AIM OF THE EXERCISE: What lines in the records below hold the string "from"? Please show them.

────────────────────

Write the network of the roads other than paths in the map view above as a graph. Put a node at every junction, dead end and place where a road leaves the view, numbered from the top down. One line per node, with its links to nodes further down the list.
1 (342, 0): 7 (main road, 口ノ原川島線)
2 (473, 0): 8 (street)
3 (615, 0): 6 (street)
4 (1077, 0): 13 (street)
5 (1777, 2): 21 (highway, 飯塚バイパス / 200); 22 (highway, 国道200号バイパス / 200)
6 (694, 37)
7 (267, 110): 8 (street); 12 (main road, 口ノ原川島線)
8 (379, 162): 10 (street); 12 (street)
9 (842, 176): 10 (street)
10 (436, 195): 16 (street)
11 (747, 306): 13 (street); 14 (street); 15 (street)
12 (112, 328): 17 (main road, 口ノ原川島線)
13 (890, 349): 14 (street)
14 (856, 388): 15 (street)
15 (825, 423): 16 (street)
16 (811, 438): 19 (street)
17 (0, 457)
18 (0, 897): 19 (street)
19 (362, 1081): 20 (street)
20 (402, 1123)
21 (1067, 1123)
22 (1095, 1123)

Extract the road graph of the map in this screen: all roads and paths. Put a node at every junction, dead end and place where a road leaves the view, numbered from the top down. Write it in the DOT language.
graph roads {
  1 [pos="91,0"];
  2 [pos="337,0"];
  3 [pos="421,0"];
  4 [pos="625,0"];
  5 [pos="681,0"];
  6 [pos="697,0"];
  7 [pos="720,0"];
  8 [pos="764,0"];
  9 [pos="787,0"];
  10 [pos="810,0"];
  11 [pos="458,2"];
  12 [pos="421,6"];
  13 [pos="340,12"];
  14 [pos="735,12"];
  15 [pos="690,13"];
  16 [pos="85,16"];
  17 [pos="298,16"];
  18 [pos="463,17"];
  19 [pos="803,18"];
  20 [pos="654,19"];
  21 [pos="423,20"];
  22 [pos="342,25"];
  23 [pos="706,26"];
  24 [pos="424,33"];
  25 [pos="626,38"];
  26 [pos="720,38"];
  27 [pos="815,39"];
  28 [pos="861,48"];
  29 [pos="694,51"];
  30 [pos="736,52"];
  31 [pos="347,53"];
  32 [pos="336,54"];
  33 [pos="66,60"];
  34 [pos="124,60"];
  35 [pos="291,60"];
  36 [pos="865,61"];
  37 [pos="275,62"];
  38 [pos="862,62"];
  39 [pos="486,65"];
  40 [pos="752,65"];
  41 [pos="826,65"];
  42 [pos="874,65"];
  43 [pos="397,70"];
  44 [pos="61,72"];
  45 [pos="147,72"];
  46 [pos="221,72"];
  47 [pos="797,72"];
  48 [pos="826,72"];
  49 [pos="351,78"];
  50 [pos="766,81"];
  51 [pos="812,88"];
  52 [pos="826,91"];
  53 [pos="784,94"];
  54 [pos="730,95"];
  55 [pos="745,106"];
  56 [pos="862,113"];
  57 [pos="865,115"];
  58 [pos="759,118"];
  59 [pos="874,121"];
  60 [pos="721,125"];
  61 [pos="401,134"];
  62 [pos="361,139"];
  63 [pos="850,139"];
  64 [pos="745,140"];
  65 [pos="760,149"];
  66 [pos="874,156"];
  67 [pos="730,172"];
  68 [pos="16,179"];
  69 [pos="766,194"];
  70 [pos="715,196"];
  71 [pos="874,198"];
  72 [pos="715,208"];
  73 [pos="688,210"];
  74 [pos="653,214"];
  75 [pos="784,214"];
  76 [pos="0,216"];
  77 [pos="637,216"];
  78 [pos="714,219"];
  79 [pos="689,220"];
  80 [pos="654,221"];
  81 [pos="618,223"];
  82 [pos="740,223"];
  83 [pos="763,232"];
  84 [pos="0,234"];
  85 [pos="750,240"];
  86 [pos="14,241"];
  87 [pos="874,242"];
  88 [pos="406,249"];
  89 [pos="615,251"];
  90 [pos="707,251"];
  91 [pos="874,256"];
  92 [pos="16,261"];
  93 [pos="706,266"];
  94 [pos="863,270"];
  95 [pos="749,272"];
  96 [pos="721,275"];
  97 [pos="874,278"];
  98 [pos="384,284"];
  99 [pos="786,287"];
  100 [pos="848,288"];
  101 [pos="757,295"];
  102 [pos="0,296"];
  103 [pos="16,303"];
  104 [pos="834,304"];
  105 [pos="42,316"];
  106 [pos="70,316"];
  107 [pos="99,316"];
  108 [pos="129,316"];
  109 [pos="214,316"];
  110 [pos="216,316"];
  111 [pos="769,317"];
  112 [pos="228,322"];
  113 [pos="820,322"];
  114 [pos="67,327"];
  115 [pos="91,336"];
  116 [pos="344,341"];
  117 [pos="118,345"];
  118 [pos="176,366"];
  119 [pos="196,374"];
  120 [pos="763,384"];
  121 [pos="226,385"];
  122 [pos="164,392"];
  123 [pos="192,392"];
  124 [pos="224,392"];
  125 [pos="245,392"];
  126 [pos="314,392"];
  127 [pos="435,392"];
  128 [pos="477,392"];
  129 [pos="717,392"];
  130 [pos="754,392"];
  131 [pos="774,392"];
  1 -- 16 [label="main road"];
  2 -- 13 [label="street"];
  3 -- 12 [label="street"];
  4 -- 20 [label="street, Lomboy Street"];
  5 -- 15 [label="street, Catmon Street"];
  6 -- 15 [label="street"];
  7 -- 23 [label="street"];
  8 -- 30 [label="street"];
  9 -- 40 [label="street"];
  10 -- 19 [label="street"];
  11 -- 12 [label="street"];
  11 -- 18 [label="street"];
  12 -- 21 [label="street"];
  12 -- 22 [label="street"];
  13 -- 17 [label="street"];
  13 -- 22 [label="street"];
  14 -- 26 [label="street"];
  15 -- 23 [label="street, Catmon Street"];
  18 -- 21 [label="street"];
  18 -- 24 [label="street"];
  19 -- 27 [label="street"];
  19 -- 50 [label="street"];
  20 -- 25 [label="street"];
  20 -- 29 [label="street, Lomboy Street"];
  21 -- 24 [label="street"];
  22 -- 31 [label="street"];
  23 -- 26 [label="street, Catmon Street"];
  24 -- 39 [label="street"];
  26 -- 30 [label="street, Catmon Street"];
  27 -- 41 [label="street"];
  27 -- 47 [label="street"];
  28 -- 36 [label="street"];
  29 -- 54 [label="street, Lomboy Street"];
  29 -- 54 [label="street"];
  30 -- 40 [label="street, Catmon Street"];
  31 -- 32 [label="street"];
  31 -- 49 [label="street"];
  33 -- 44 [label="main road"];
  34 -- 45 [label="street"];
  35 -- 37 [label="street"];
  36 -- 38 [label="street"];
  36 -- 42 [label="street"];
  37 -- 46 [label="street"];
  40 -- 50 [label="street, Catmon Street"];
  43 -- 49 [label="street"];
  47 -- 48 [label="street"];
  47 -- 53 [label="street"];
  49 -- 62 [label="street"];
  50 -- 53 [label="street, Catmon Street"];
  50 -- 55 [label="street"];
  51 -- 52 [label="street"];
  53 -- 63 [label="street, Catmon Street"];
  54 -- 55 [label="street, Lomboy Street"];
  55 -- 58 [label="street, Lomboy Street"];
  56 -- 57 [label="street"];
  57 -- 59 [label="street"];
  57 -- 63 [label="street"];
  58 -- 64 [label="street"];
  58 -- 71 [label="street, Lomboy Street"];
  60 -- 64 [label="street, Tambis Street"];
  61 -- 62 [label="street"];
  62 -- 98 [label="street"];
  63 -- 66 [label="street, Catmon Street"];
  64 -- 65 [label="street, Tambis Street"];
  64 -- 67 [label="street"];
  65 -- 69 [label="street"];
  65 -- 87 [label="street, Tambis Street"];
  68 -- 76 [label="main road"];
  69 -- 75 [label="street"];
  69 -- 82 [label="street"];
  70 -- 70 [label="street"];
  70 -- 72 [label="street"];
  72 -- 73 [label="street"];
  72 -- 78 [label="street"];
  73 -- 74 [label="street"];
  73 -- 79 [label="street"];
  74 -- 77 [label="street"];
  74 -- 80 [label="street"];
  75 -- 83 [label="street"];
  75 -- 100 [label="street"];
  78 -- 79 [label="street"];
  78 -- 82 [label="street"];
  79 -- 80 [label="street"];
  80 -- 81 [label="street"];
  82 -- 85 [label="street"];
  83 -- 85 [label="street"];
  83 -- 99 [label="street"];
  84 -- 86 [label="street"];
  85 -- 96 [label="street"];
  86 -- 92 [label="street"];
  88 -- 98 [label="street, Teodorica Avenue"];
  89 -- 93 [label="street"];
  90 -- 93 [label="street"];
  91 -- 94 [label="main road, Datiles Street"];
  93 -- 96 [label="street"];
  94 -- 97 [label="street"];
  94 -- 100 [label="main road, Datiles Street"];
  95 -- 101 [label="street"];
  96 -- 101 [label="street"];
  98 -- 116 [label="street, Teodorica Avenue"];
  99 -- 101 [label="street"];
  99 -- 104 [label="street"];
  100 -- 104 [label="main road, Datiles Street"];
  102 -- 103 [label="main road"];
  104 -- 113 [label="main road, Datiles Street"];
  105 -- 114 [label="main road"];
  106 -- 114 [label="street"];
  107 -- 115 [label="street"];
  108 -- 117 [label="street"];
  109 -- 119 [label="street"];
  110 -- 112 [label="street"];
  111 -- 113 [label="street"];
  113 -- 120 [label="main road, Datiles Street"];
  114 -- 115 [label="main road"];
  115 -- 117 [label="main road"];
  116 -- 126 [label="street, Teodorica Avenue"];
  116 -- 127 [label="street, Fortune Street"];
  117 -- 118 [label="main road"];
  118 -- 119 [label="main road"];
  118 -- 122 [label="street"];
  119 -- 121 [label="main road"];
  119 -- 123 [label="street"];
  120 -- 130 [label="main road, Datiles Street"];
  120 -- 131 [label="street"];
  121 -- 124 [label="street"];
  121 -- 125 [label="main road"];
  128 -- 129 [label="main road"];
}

────────────────────

SOLUTION TO THIS PROBLEM:
Write the network of the roads other than paths in the map view above as a graph. Put a node at every junction, dead end and place where a road leaves the view, numbered from the top down. One line per node, with its links to nodes further down the list.
Extract the road graph of the map in this screen: all roads and paths. Put a node at every junction, dead end and place where a road leaves the view, numbered from the top down. Write it in the DOT language.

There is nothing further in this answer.